## Work task
Take every line containing "Daudt" out of the records.

^^^^^^^^

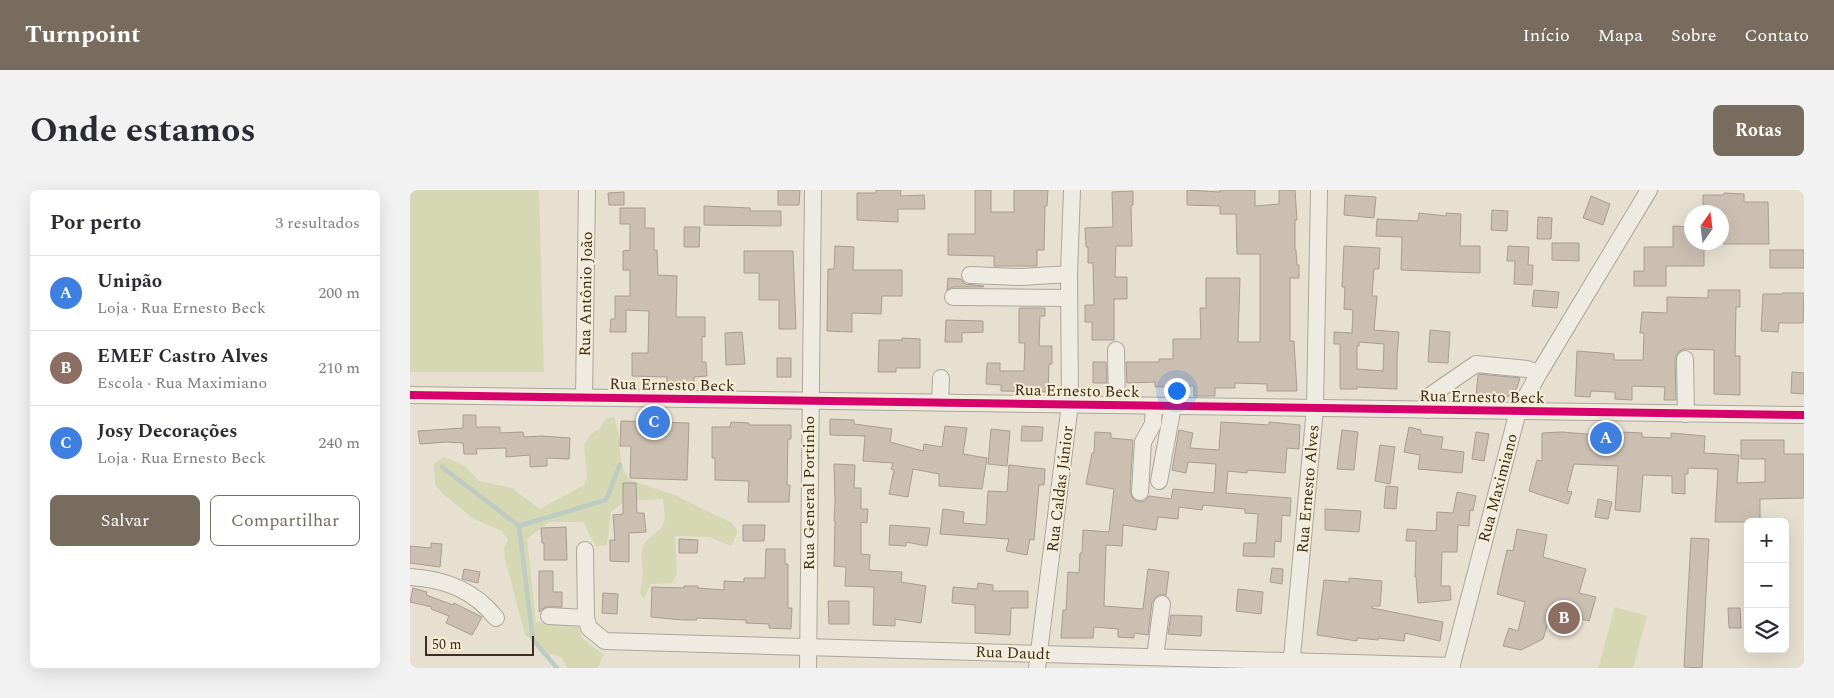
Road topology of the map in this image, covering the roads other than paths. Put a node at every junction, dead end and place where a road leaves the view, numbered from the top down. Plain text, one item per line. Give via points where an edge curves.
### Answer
1 (588, 190) edge
2 (813, 190) edge
3 (1072, 190) edge
4 (1319, 190) edge
5 (1649, 190) edge
6 (1069, 274) junction
7 (970, 275) dead end
8 (953, 297) dead end
9 (1069, 298) junction
10 (1116, 350) dead end
11 (1685, 359) dead end
12 (1539, 373) junction
13 (940, 378) dead end
14 (410, 395) edge
15 (584, 397) junction
16 (810, 401) junction
17 (940, 402) junction
18 (1070, 404) junction
19 (1117, 405) junction
20 (1154, 406) junction
21 (1173, 406) junction
22 (1315, 408) junction
23 (1428, 410) junction
24 (1518, 411) junction
25 (1686, 414) junction
26 (1804, 415) edge
27 (1158, 481) dead end
28 (1140, 492) dead end
29 (585, 550) dead end
30 (410, 578) edge
31 (1162, 604) dead end
32 (549, 616) dead end
33 (496, 618) dead end
34 (586, 618) junction
35 (809, 647) junction
36 (1155, 657) junction
37 (1038, 661) edge
38 (1291, 664) edge
39 (1451, 667) edge
40 (808, 668) edge

1 - 15 street, Rua Antônio João
2 - 16 street, Rua General Portinho
3 - 6 street, Rua Caldas Júnior
4 - 22 street, Rua Ernesto Alves
5 - 12 street, Rua Maximiano
6 - 7 street via 1021,277
6 - 9 street, Rua Caldas Júnior
8 - 9 street
9 - 18 street, Rua Caldas Júnior
10 - 19 street
11 - 25 street
12 - 23 street via 1476,364 1428,397
12 - 24 street, Rua Maximiano
13 - 17 street
14 - 15 street, Rua Ernesto Beck
15 - 16 street, Rua Ernesto Beck
16 - 17 street, Rua Ernesto Beck
16 - 35 street, Rua General Portinho
17 - 18 street, Rua Ernesto Beck
18 - 19 street, Rua Ernesto Beck
18 - 37 street, Rua Caldas Júnior
19 - 20 street, Rua Ernesto Beck
20 - 21 street, Rua Ernesto Beck
20 - 28 street via 1153,424 1143,442
21 - 22 street, Rua Ernesto Beck
21 - 27 street
22 - 23 street, Rua Ernesto Beck
22 - 38 street, Rua Ernesto Alves
23 - 24 street, Rua Ernesto Beck
24 - 25 street, Rua Ernesto Beck
24 - 39 street, Rua Maximiano
25 - 26 street, Rua Ernesto Beck
29 - 34 street
30 - 33 street via 435,580 461,589 480,600
31 - 36 street
32 - 34 street
34 - 35 street, Rua Daudt via 589,628 605,641
35 - 37 street, Rua Daudt
35 - 40 street, Rua General Portinho
36 - 37 street, Rua Daudt
36 - 38 street, Rua Daudt
38 - 39 street, Rua Daudt

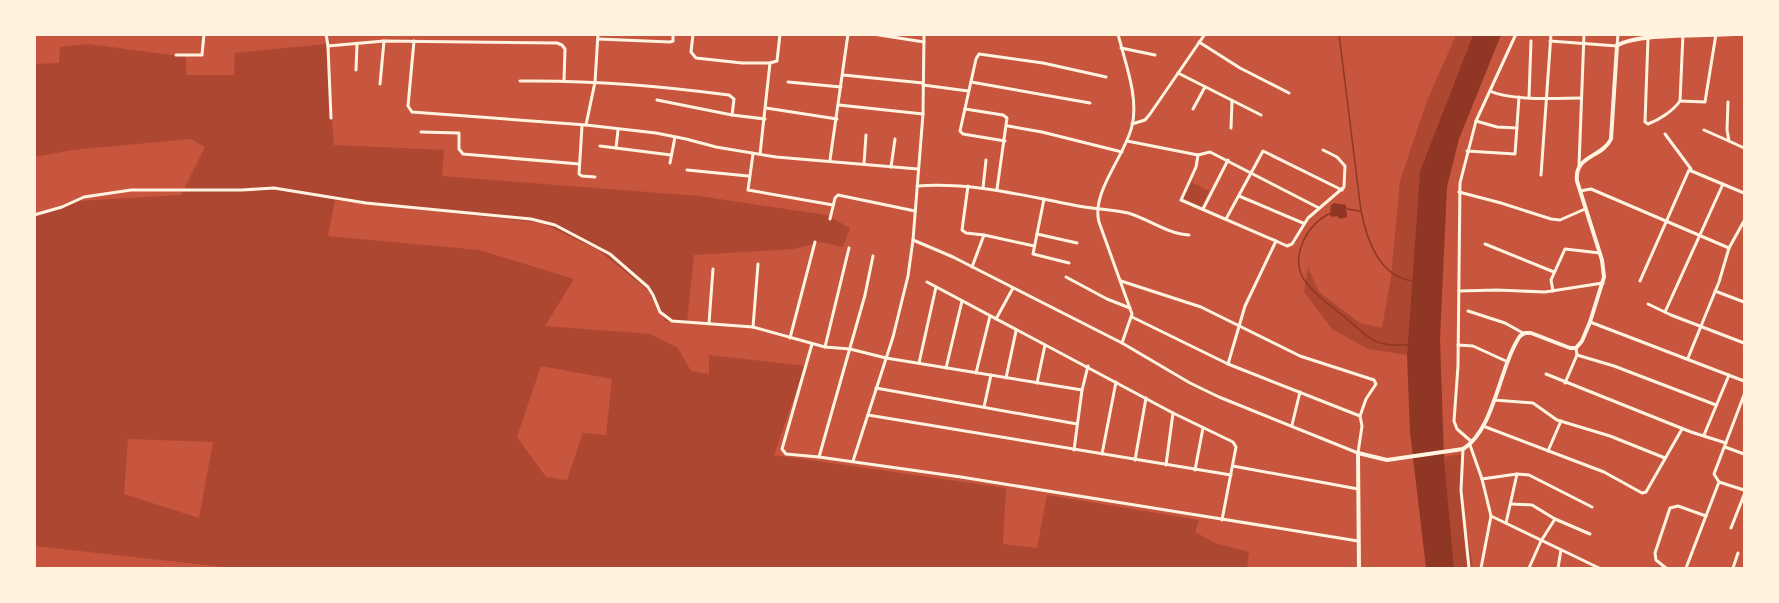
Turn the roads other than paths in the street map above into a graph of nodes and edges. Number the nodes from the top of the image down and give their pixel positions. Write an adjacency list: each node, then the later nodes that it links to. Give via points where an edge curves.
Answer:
1 (204, 34): 33 (street, via 202,55)
2 (326, 34): 30 (street)
3 (486, 34): 25 (street)
4 (674, 34): 19 (street, via 670,42)
5 (693, 34): 35 (street, via 691,52 696,58)
6 (780, 34): 35 (street, via 777,61)
7 (848, 34): 38 (street)
8 (873, 34): 26 (street)
9 (924, 34): 26 (street)
10 (1118, 34): 32 (street)
11 (1205, 34): 27 (street)
12 (1516, 34): 49 (street)
13 (1551, 34): 24 (street)
14 (1584, 34): 29 (street)
15 (1618, 34): 31 (street)
16 (1733, 34): 17 (street)
17 (1716, 35): 18 (street); 58 (street, via 1704,102)
18 (1682, 36): 20 (street); 58 (street)
19 (598, 37): 42 (street)
20 (1648, 38): 31 (street, via 1627,40); 58 (street, via 1645,122 1658,119)
21 (384, 41): 22 (street); 28 (street); 45 (street)
22 (414, 41): 25 (street); 73 (street, via 410,111)
23 (1531, 41): 53 (street)
24 (1550, 41): 29 (street); 54 (street)
25 (485, 42): 41 (street, via 560,44 565,49)
26 (924, 42): 46 (street)
27 (1199, 42): 37 (street); 51 (street)
28 (357, 44): 30 (street); 36 (street)
29 (1584, 44): 31 (street); 55 (street)
30 (328, 46): 68 (street)
31 (1617, 46): 103 (street, via 1611,139)
32 (1121, 48): 34 (street); 72 (street, via 1133,100)
33 (176, 55)
34 (1155, 55)
35 (770, 63): 62 (street)
36 (356, 70)
37 (1178, 73): 48 (street); 72 (street, via 1147,118)
38 (843, 75): 46 (street); 47 (street)
39 (1106, 76): 44 (street, via 982,53 977,57)
40 (520, 81): 41 (street)
41 (564, 81): 42 (street)
42 (595, 82): 66 (street, via 729,95 734,99); 73 (street)
43 (788, 82): 47 (street)
44 (971, 82): 50 (street); 60 (street)
45 (380, 84)
46 (923, 84): 50 (street); 65 (street)
47 (841, 87): 61 (street)
48 (1205, 87): 57 (street); 64 (street)
49 (1490, 90): 52 (street); 71 (street)
50 (968, 91): 63 (street)
51 (1289, 93)
52 (1519, 97): 53 (street); 76 (street)
53 (1529, 97): 54 (street)
54 (1547, 98): 55 (street); 109 (street)
55 (1581, 99): 103 (street)
56 (657, 100): 66 (street)
57 (1232, 101): 67 (street); 75 (street)
58 (1680, 101)
59 (1728, 102): 86 (street)
60 (1090, 103)
61 (839, 105): 65 (street); 70 (street)
62 (766, 108): 69 (street); 70 (street)
63 (965, 109): 74 (street, via 1005,116); 84 (street, via 962,133)
64 (1193, 109)
65 (923, 114): 105 (street)
66 (732, 115): 69 (street)
67 (1262, 115)
68 (331, 118)
69 (765, 119): 94 (street)
70 (837, 119): 97 (street)
71 (1476, 121): 76 (street); 92 (street)
72 (1132, 124): 85 (street)
73 (584, 125): 77 (street); 101 (street)
74 (1008, 126): 84 (street); 91 (street)
75 (1231, 128)
76 (1517, 128): 92 (street, via 1513,154)
77 (618, 130): 82 (street); 88 (street)
78 (1704, 130): 86 (street)
79 (421, 132): 101 (street, via 459,133 459,150 463,154)
80 (1665, 134): 106 (street)
81 (866, 135): 102 (street)
82 (675, 136): 93 (street); 95 (street)
83 (895, 139): 104 (street)
84 (1005, 141): 116 (street)
85 (1127, 141): 91 (street); 96 (street)
86 (1729, 141): 89 (street)
87 (600, 146): 88 (street)
88 (616, 148): 95 (street)
89 (1744, 148)
90 (1323, 150): 117 (street, via 1345,166 1346,183)
91 (1122, 152): 125 (street)
92 (1467, 152): 119 (street)
93 (753, 153): 94 (street); 110 (street)
94 (760, 154): 97 (street)
95 (671, 155): 100 (street)
96 (1198, 155): 99 (street, via 1210,152); 126 (street, via 1180,199)
97 (830, 160): 102 (street)
98 (986, 160): 115 (street)
99 (1228, 160): 108 (street); 126 (street)
100 (670, 163)
101 (579, 164): 111 (street, via 580,175)
102 (864, 164): 104 (street)
103 (1579, 166): 118 (street)
104 (891, 167): 105 (street)
105 (918, 169): 113 (street)
106 (1691, 169): 112 (street); 133 (street)
107 (687, 170): 110 (street)
108 (1251, 173): 117 (street, via 1264,151); 121 (street); 124 (street)
109 (1541, 175)
110 (748, 176): 123 (street, via 748,190)
111 (595, 177)
112 (1723, 183): 120 (street); 138 (street)
113 (917, 186): 114 (street); 128 (street)
114 (968, 186): 115 (street); 136 (street, via 962,230)
115 (983, 188): 116 (street)
116 (997, 189): 122 (street)
117 (1342, 190): 124 (street)
118 (1580, 191): 127 (street); 133 (street, via 1591,189)
119 (1459, 192): 127 (street, via 1551,219 1560,220); 161 (street)
120 (1744, 193)
121 (1238, 196): 131 (street); 134 (street)
122 (1044, 199): 125 (street); 135 (street)
123 (833, 205): 128 (street, via 838,195); 130 (street)
124 (1319, 208): 134 (street)
125 (1097, 209): 137 (street, via 1128,213); 155 (street)
126 (1203, 209): 131 (street)
127 (1586, 209): 147 (street)
128 (915, 211): 139 (street)
129 (34, 215): 174 (street, via 84,197 130,190 274,188 366,203 538,220 610,254 651,291 665,317 676,322)
130 (830, 219)
131 (1226, 219): 140 (street)
132 (1744, 221): 146 (street)
133 (1666, 222): 138 (street); 156 (street)
134 (1303, 224): 140 (street, via 1292,244)
135 (1037, 234): 142 (street); 144 (street)
136 (984, 235): 144 (street); 151 (street)
137 (1189, 235)
138 (1698, 235): 146 (street); 169 (street)
139 (913, 240): 151 (street); 190 (street, via 900,312)
140 (1276, 241): 175 (street)
141 (815, 242): 180 (street)
142 (1077, 243)
143 (1485, 244): 153 (street)
144 (1034, 246): 149 (street, via 1035,255)
145 (849, 248): 186 (street)
146 (1729, 248): 163 (street)
147 (1600, 253): 153 (street, via 1566,249); 158 (street)
148 (873, 256): 188 (street)
149 (1070, 263)
150 (758, 264): 177 (street)
151 (972, 267): 160 (street)
152 (713, 269): 174 (street)
153 (1554, 272): 162 (street)
154 (1066, 277): 167 (street)
155 (1121, 281): 167 (street); 175 (street, via 1201,307)
156 (1640, 281)
157 (927, 282): 159 (street)
158 (1603, 283): 162 (street); 173 (street)
159 (936, 287): 164 (street); 193 (street)
160 (1013, 288): 172 (street); 181 (street)
161 (1459, 291): 162 (street); 185 (street)
162 (1552, 291)
163 (1715, 291): 165 (street); 176 (street)
164 (962, 301): 170 (street); 196 (street)
165 (1744, 302)
166 (1648, 303): 169 (street)
167 (1130, 308): 171 (street)
168 (1467, 311): 179 (street)
169 (1665, 312): 176 (street)
170 (990, 316): 172 (street); 197 (street)
171 (1132, 317): 181 (street); 194 (street)
172 (996, 319): 178 (street)
173 (1590, 322): 187 (street); 191 (street)
174 (709, 323): 177 (street)
175 (1238, 325): 194 (street); 217 (street, via 1300,356 1374,380 1376,384)
176 (1701, 326): 182 (street); 191 (street)
177 (753, 327): 180 (street)
178 (1016, 331): 184 (street); 201 (street)
179 (1523, 333): 187 (street); 192 (street)
180 (790, 338): 183 (street)
181 (1122, 343): 221 (street, via 1190,383)
182 (1744, 343)
183 (812, 344): 186 (street); 234 (street, via 782,449 786,454)
184 (1044, 345): 195 (street); 204 (street)
185 (1458, 345): 192 (street, via 1473,346); 226 (street, via 1454,421)
186 (825, 347): 188 (street)
187 (1576, 348): 189 (street)
188 (850, 349): 190 (street); 234 (street)
189 (1577, 355): 205 (street); 212 (street)
190 (886, 358): 193 (street); 206 (street)
191 (1688, 358): 200 (street)
192 (1508, 362): 211 (street)
193 (919, 363): 196 (street)
194 (1228, 364): 208 (street)
195 (1088, 366): 203 (street); 207 (street)
196 (946, 368): 197 (street)
197 (976, 373): 198 (street)
198 (991, 375): 201 (street); 213 (street)
199 (1546, 375): 205 (street)
200 (1729, 375): 202 (street); 212 (street)
201 (1006, 378): 204 (street)
202 (1744, 381)
203 (1116, 382): 210 (street); 232 (street)
204 (1037, 383): 207 (street)
205 (1565, 383): 224 (street)
206 (876, 388): 213 (street); 216 (street)
207 (1082, 390): 220 (street)
208 (1300, 392): 217 (street); 221 (street)
209 (1744, 395): 215 (street)
210 (1146, 398): 214 (street); 236 (street)
211 (1494, 400): 219 (street, via 1533,403); 222 (street)
212 (1716, 405): 225 (street)
213 (984, 407): 220 (street)
214 (1173, 413): 223 (street); 238 (street)
215 (1737, 414): 218 (street); 227 (street)
216 (868, 415): 229 (street); 237 (street)
217 (1360, 416): 231 (street)
218 (1744, 417)
219 (1561, 421): 230 (street); 235 (street)
220 (1077, 424): 229 (street)
221 (1292, 426): 231 (street)
222 (1483, 426): 226 (street); 230 (street)
223 (1203, 428): 239 (street, via 1233,442); 240 (street)
224 (1682, 429): 225 (street); 235 (street)
225 (1704, 435): 227 (street)
226 (1471, 444): 228 (street); 243 (street)
227 (1726, 445): 233 (street); 244 (street, via 1714,472)
228 (1463, 449): 231 (street, via 1404,459 1380,459); 263 (street, via 1461,490)
229 (1074, 450): 232 (street)
230 (1548, 452): 235 (street, via 1604,472 1642,493)
231 (1358, 453): 245 (street)
232 (1102, 454): 236 (street)
233 (1744, 454)
234 (819, 457): 237 (street)
235 (1665, 458)
236 (1135, 460): 238 (street)
237 (853, 461): 253 (street)
238 (1166, 465): 240 (street)
239 (1233, 466): 242 (street); 245 (street)
240 (1196, 470): 242 (street)
241 (1517, 474): 243 (street); 248 (street); 249 (street, via 1534,477)
242 (1231, 475): 253 (street)
243 (1482, 479): 250 (street)
244 (1719, 482): 246 (street); 251 (street)
245 (1358, 489): 257 (street)
246 (1744, 490)
247 (1744, 495): 255 (street)
248 (1511, 504): 252 (street, via 1532,505); 254 (street)
249 (1592, 507)
250 (1491, 516): 254 (street); 264 (street)
251 (1706, 516): 269 (street, via 1678,506 1670,508 1654,553); 270 (street)
252 (1555, 519): 256 (street); 258 (street)
253 (1222, 520): 257 (street)
254 (1506, 523): 258 (street)
255 (1731, 528)
256 (1590, 534)
257 (1358, 541): 262 (street)
258 (1541, 541): 259 (street); 265 (street)
259 (1561, 550): 261 (street); 266 (street)
260 (1738, 553): 271 (street)
261 (1584, 562): 267 (street); 268 (street)
262 (1359, 568)
263 (1469, 568)
264 (1481, 568)
265 (1529, 568)
266 (1558, 568)
267 (1583, 568)
268 (1599, 568)
269 (1666, 568)
270 (1686, 568)
271 (1733, 568)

^^^^^^^^

## Solution for this exercise
34 - 35 street, Rua Daudt via 589,628 605,641
35 - 37 street, Rua Daudt
36 - 37 street, Rua Daudt
36 - 38 street, Rua Daudt
38 - 39 street, Rua Daudt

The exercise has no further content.